# Source records:

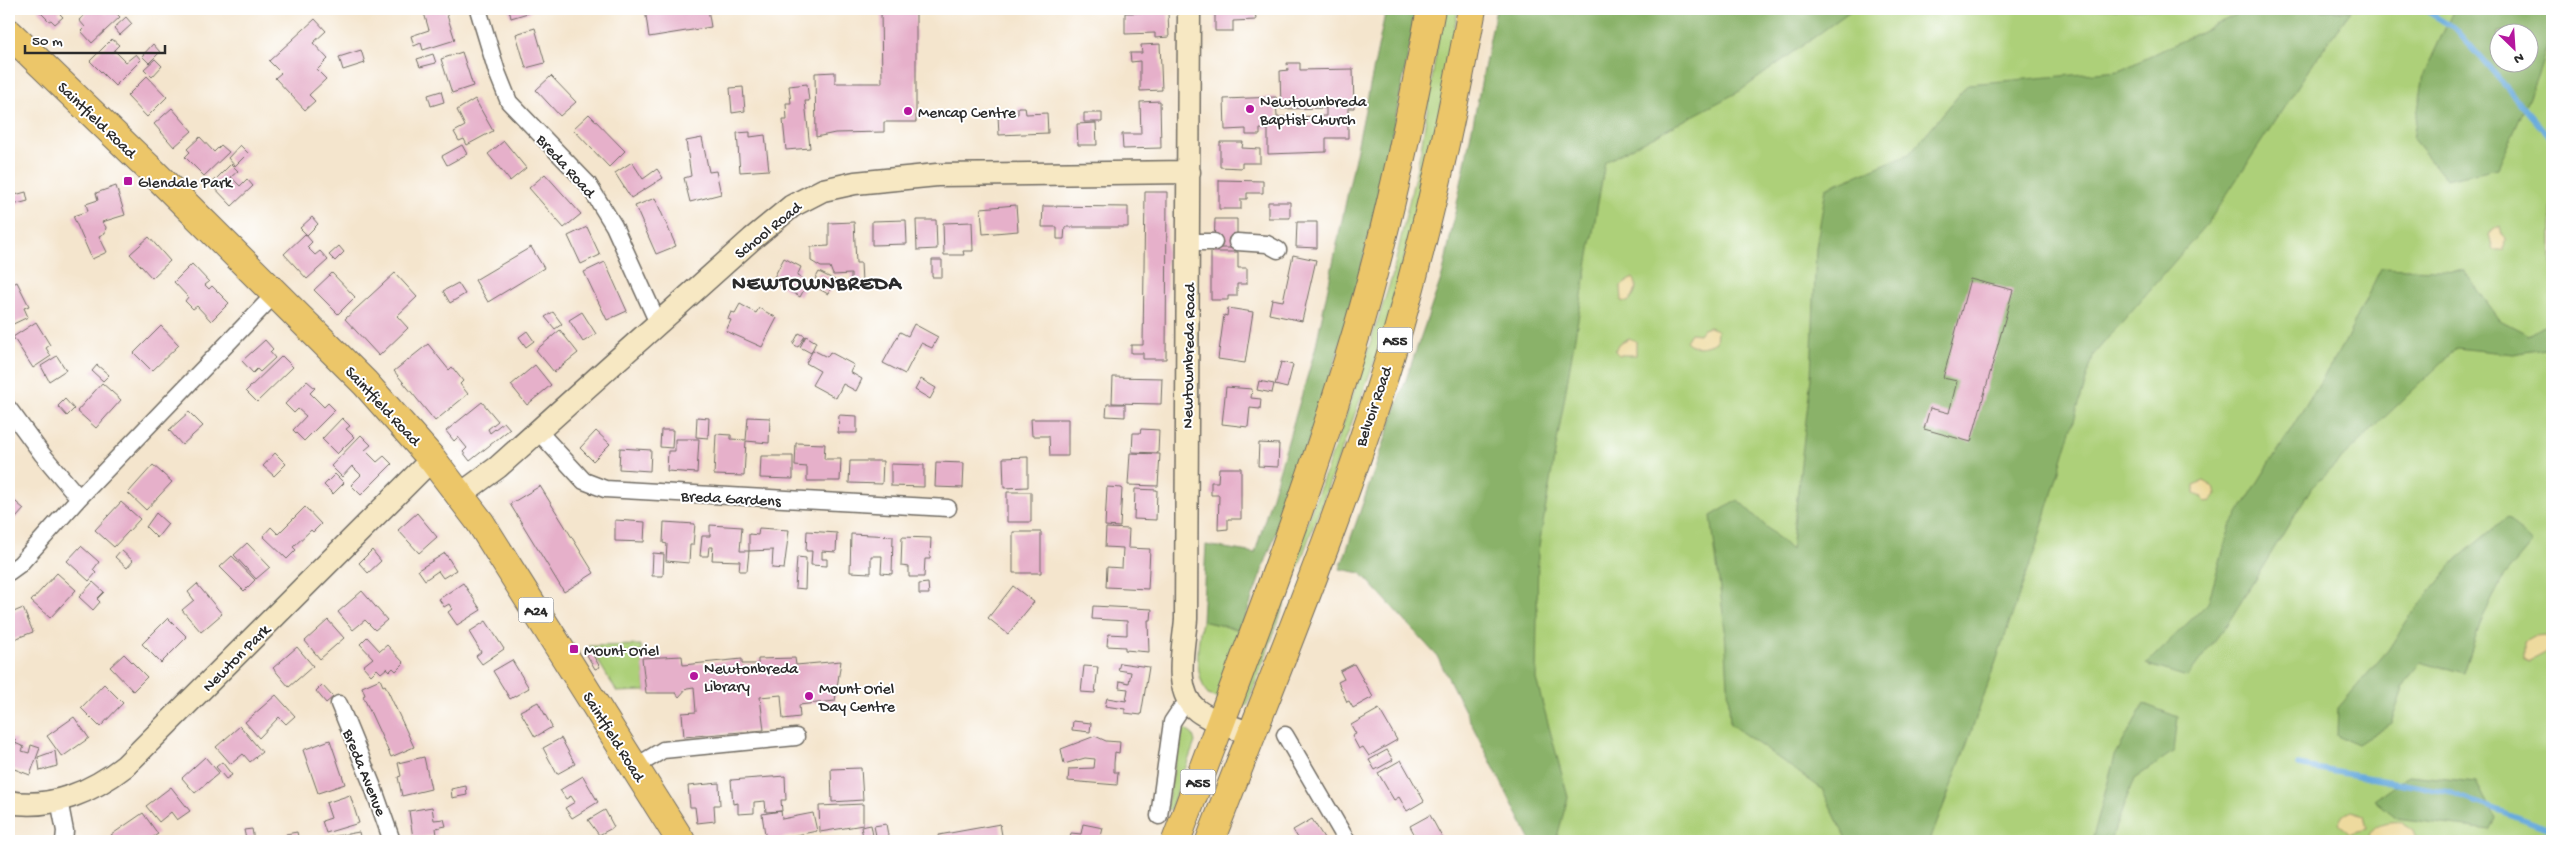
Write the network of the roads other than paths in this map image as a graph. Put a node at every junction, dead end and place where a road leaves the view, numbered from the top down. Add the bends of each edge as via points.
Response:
1 (478, 9) edge
2 (1189, 9) edge
3 (1431, 9) edge
4 (1472, 9) edge
5 (9, 33) edge
6 (1189, 172) junction
7 (1188, 242) junction
8 (1214, 242) dead end
9 (1237, 242) dead end
10 (1278, 250) dead end
11 (274, 294) junction
12 (658, 323) junction
13 (9, 409) edge
14 (538, 431) junction
15 (432, 459) junction
16 (461, 494) junction
17 (79, 498) junction
18 (948, 508) dead end
19 (9, 572) edge
20 (1189, 702) junction
21 (339, 704) dead end
22 (1220, 722) junction
23 (1251, 734) junction
24 (1285, 735) dead end
25 (796, 737) dead end
26 (635, 767) junction
27 (59, 800) junction
28 (9, 802) edge
29 (1159, 816) dead end
30 (68, 840) edge
31 (392, 841) edge
32 (681, 841) edge
33 (1176, 841) edge
34 (1210, 841) edge
35 (1347, 841) edge

1 - 12 street, Breda Road via 497,72 510,102 588,184 614,226
2 - 6 street, Newtownbreda Road
3 - 22 highway, A55 via 1380,249 1351,353 1320,450
4 - 23 highway, Belvoir Road / A55 via 1446,146 1396,336 1322,551
5 - 11 highway, Saintfield Road / A24
6 - 7 street, Newtownbreda Road
6 - 12 street, School Road via 937,175 855,183 823,190 792,206
7 - 8 street
7 - 20 street, Newtownbreda Road via 1186,619 1182,665
9 - 10 street via 1268,244
11 - 15 highway, Saintfield Road / A24 via 365,384
11 - 17 street
12 - 14 street, School Road
13 - 17 street
14 - 16 street, School Road
14 - 18 street, Breda Gardens via 584,481 605,489
15 - 16 highway, Saintfield Road / A24
15 - 27 street, Newton Park via 125,766 85,792
16 - 26 highway, Saintfield Road / A24
17 - 19 street
20 - 22 street
20 - 29 street via 1172,722
21 - 31 street, Breda Avenue
22 - 23 street
22 - 33 highway, A55
23 - 34 highway, A55
24 - 35 street
25 - 26 street via 664,750
26 - 32 highway, Saintfield Road / A24
27 - 28 street, Newton Park via 36,804
27 - 30 street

# Task objective:
What is needed is an exact repeat of the records, with every picture left out.

# Result:
Write the network of the roads other than paths in this map image as a graph. Put a node at every junction, dead end and place where a road leaves the view, numbered from the top down. Add the bends of each edge as via points.
Response:
1 (478, 9) edge
2 (1189, 9) edge
3 (1431, 9) edge
4 (1472, 9) edge
5 (9, 33) edge
6 (1189, 172) junction
7 (1188, 242) junction
8 (1214, 242) dead end
9 (1237, 242) dead end
10 (1278, 250) dead end
11 (274, 294) junction
12 (658, 323) junction
13 (9, 409) edge
14 (538, 431) junction
15 (432, 459) junction
16 (461, 494) junction
17 (79, 498) junction
18 (948, 508) dead end
19 (9, 572) edge
20 (1189, 702) junction
21 (339, 704) dead end
22 (1220, 722) junction
23 (1251, 734) junction
24 (1285, 735) dead end
25 (796, 737) dead end
26 (635, 767) junction
27 (59, 800) junction
28 (9, 802) edge
29 (1159, 816) dead end
30 (68, 840) edge
31 (392, 841) edge
32 (681, 841) edge
33 (1176, 841) edge
34 (1210, 841) edge
35 (1347, 841) edge

1 - 12 street, Breda Road via 497,72 510,102 588,184 614,226
2 - 6 street, Newtownbreda Road
3 - 22 highway, A55 via 1380,249 1351,353 1320,450
4 - 23 highway, Belvoir Road / A55 via 1446,146 1396,336 1322,551
5 - 11 highway, Saintfield Road / A24
6 - 7 street, Newtownbreda Road
6 - 12 street, School Road via 937,175 855,183 823,190 792,206
7 - 8 street
7 - 20 street, Newtownbreda Road via 1186,619 1182,665
9 - 10 street via 1268,244
11 - 15 highway, Saintfield Road / A24 via 365,384
11 - 17 street
12 - 14 street, School Road
13 - 17 street
14 - 16 street, School Road
14 - 18 street, Breda Gardens via 584,481 605,489
15 - 16 highway, Saintfield Road / A24
15 - 27 street, Newton Park via 125,766 85,792
16 - 26 highway, Saintfield Road / A24
17 - 19 street
20 - 22 street
20 - 29 street via 1172,722
21 - 31 street, Breda Avenue
22 - 23 street
22 - 33 highway, A55
23 - 34 highway, A55
24 - 35 street
25 - 26 street via 664,750
26 - 32 highway, Saintfield Road / A24
27 - 28 street, Newton Park via 36,804
27 - 30 street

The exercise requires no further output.